# What to produce
Return the listing exactly as it appears, but strip out the images.

= Beginning of Section =

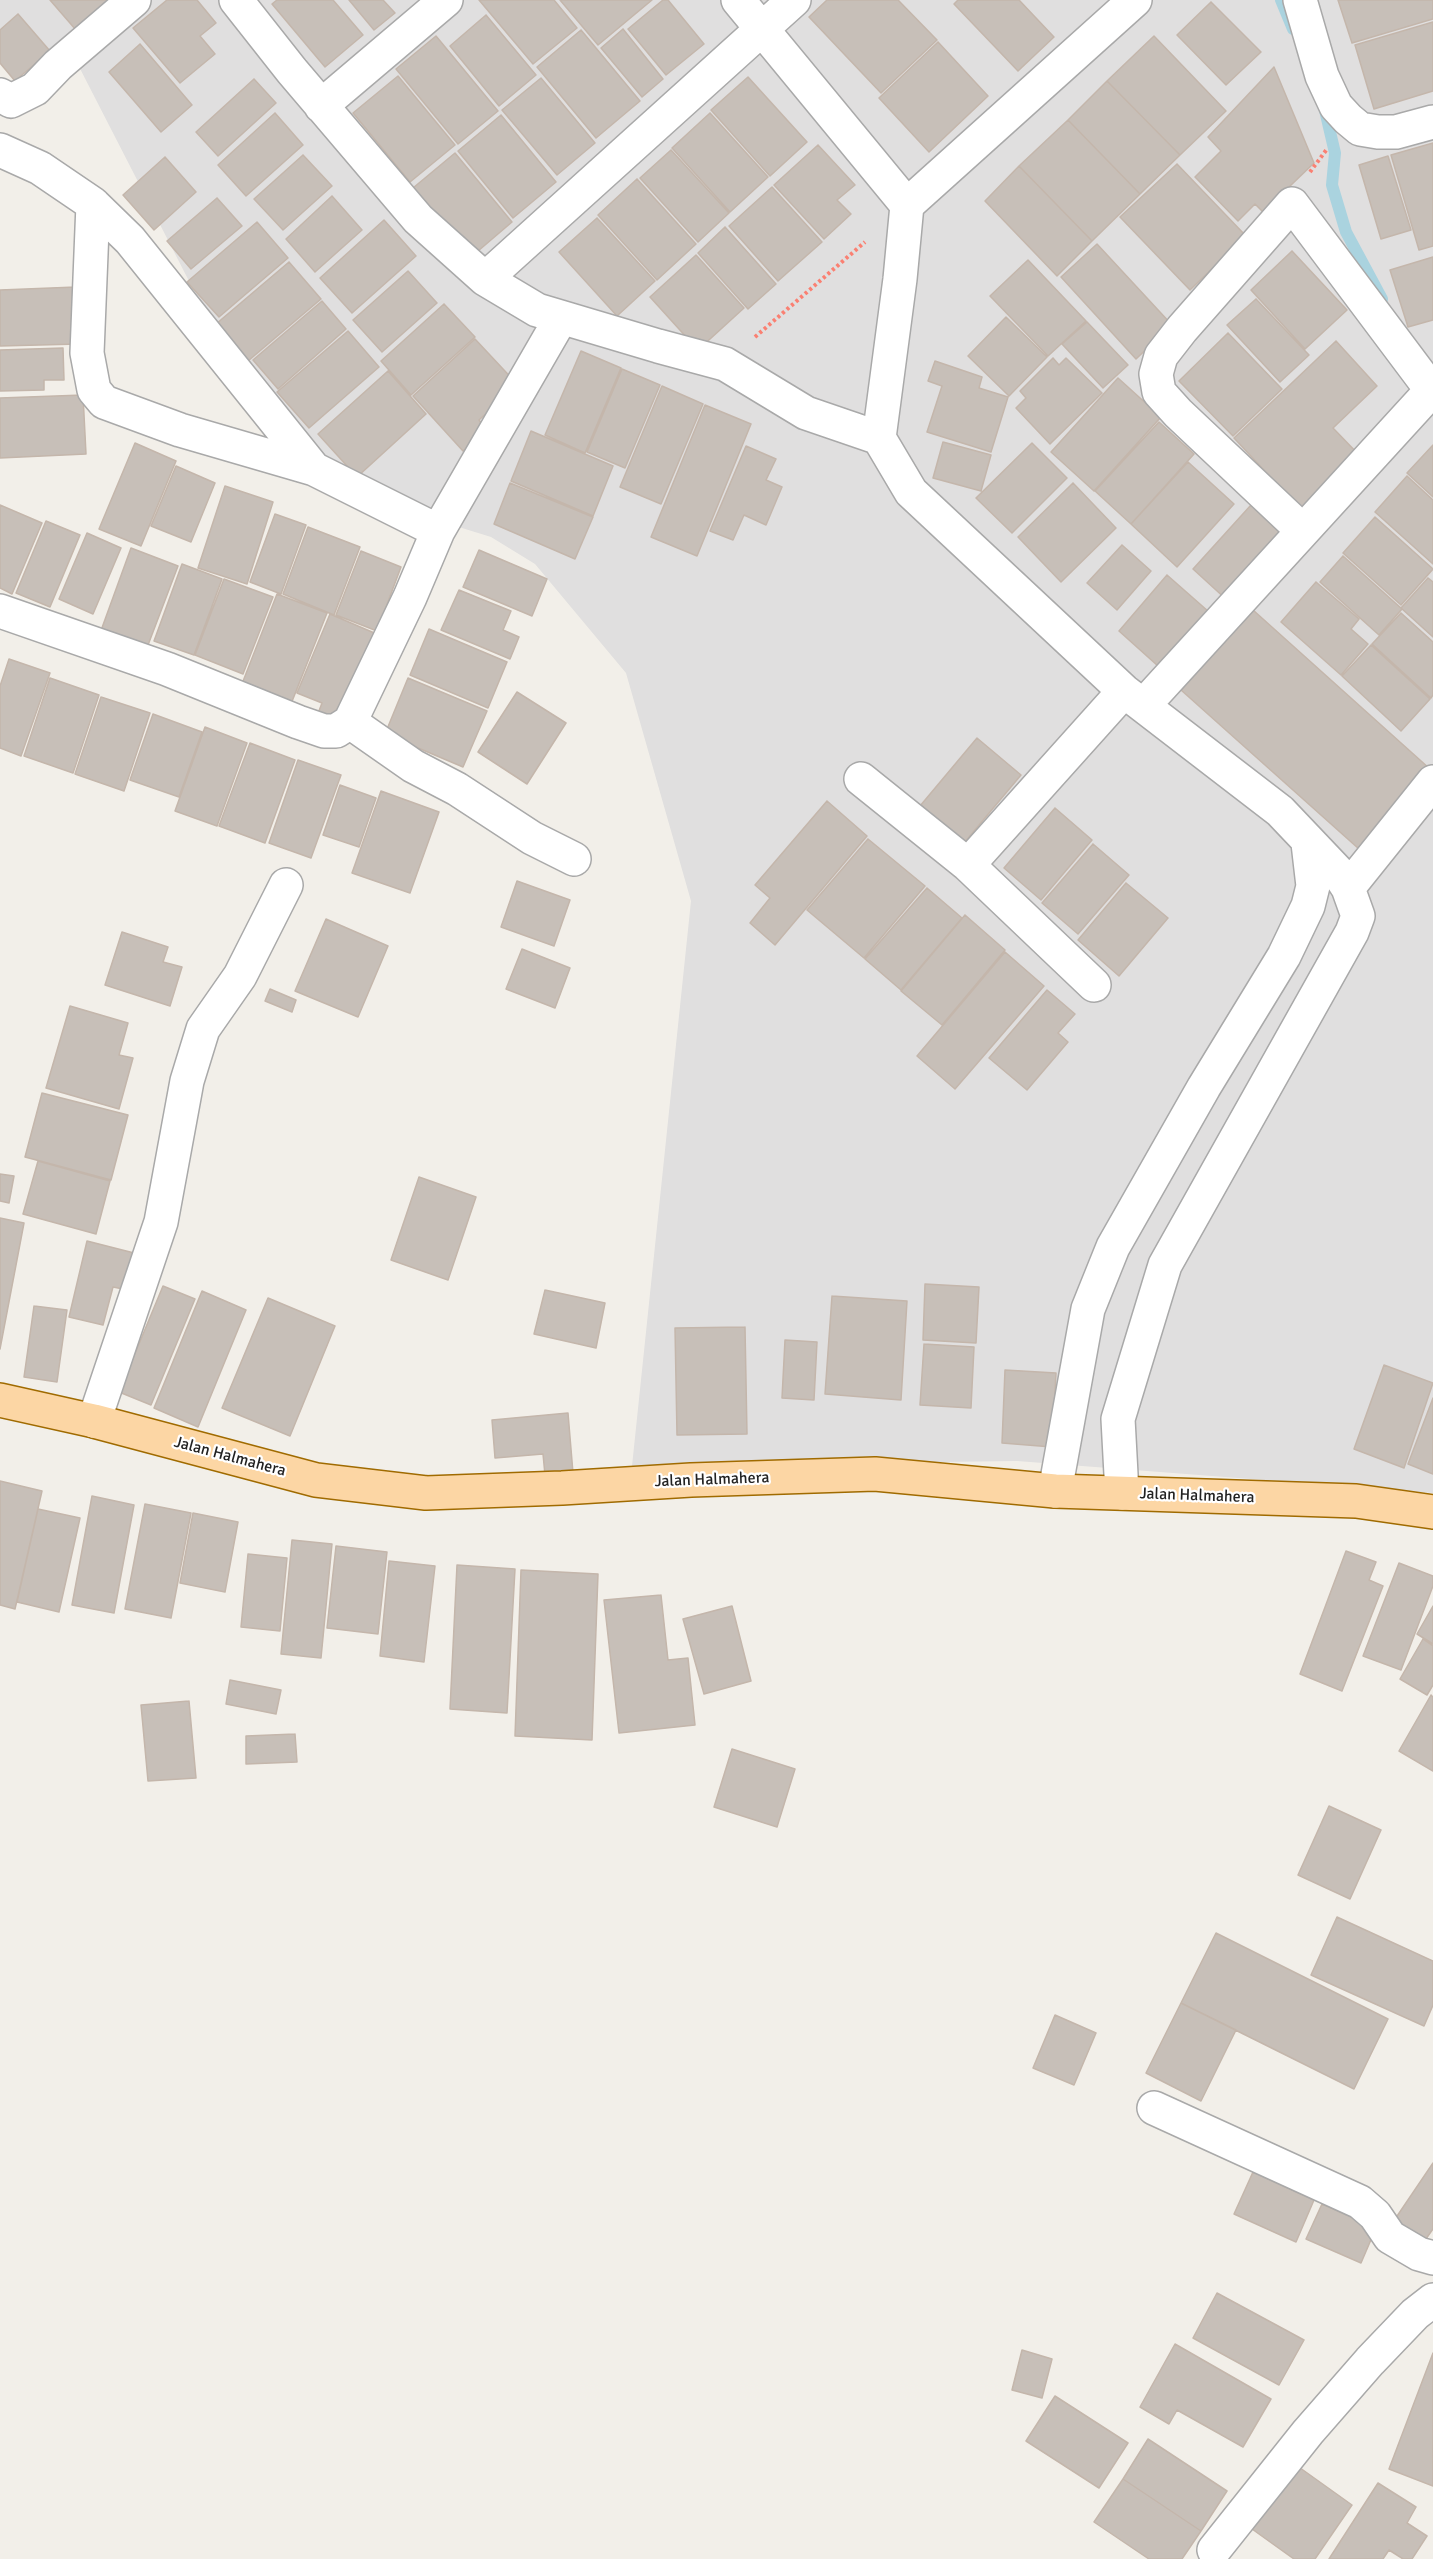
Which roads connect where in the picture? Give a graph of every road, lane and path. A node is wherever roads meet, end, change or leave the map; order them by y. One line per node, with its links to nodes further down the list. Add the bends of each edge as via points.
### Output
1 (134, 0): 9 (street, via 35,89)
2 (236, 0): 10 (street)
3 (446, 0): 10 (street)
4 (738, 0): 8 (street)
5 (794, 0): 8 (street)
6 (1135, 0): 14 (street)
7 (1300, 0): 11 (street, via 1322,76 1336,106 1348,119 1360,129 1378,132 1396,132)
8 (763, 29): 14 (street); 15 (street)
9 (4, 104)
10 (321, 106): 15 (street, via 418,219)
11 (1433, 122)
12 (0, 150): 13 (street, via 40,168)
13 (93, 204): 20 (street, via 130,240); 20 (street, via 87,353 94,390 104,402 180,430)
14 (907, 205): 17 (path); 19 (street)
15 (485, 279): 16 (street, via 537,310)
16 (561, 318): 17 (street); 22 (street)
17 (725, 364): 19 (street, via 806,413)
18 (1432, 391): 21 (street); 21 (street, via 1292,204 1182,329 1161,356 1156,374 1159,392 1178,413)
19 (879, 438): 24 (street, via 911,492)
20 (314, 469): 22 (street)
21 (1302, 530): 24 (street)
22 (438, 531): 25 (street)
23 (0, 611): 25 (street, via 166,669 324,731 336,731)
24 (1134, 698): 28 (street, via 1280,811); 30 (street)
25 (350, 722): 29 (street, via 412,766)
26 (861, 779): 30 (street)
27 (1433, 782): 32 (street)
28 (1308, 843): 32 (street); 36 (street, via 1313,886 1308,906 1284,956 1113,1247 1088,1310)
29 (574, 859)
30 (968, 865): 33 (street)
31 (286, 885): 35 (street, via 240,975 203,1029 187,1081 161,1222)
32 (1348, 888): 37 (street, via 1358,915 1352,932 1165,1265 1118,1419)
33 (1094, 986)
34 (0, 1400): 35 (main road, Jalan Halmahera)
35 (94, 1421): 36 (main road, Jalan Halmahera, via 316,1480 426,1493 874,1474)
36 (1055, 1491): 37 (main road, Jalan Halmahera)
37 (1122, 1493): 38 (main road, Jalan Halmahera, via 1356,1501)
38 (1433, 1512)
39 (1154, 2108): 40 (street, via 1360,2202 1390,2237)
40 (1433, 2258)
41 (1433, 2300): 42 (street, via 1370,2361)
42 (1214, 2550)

= End of Section =

# Written response
Which roads connect where in the picture? Give a graph of every road, lane and path. A node is wherever roads meet, end, change or leave the map; order them by y. One line per node, with its links to nodes further down the list. Add the bends of each edge as via points.
### Output
1 (134, 0): 9 (street, via 35,89)
2 (236, 0): 10 (street)
3 (446, 0): 10 (street)
4 (738, 0): 8 (street)
5 (794, 0): 8 (street)
6 (1135, 0): 14 (street)
7 (1300, 0): 11 (street, via 1322,76 1336,106 1348,119 1360,129 1378,132 1396,132)
8 (763, 29): 14 (street); 15 (street)
9 (4, 104)
10 (321, 106): 15 (street, via 418,219)
11 (1433, 122)
12 (0, 150): 13 (street, via 40,168)
13 (93, 204): 20 (street, via 130,240); 20 (street, via 87,353 94,390 104,402 180,430)
14 (907, 205): 17 (path); 19 (street)
15 (485, 279): 16 (street, via 537,310)
16 (561, 318): 17 (street); 22 (street)
17 (725, 364): 19 (street, via 806,413)
18 (1432, 391): 21 (street); 21 (street, via 1292,204 1182,329 1161,356 1156,374 1159,392 1178,413)
19 (879, 438): 24 (street, via 911,492)
20 (314, 469): 22 (street)
21 (1302, 530): 24 (street)
22 (438, 531): 25 (street)
23 (0, 611): 25 (street, via 166,669 324,731 336,731)
24 (1134, 698): 28 (street, via 1280,811); 30 (street)
25 (350, 722): 29 (street, via 412,766)
26 (861, 779): 30 (street)
27 (1433, 782): 32 (street)
28 (1308, 843): 32 (street); 36 (street, via 1313,886 1308,906 1284,956 1113,1247 1088,1310)
29 (574, 859)
30 (968, 865): 33 (street)
31 (286, 885): 35 (street, via 240,975 203,1029 187,1081 161,1222)
32 (1348, 888): 37 (street, via 1358,915 1352,932 1165,1265 1118,1419)
33 (1094, 986)
34 (0, 1400): 35 (main road, Jalan Halmahera)
35 (94, 1421): 36 (main road, Jalan Halmahera, via 316,1480 426,1493 874,1474)
36 (1055, 1491): 37 (main road, Jalan Halmahera)
37 (1122, 1493): 38 (main road, Jalan Halmahera, via 1356,1501)
38 (1433, 1512)
39 (1154, 2108): 40 (street, via 1360,2202 1390,2237)
40 (1433, 2258)
41 (1433, 2300): 42 (street, via 1370,2361)
42 (1214, 2550)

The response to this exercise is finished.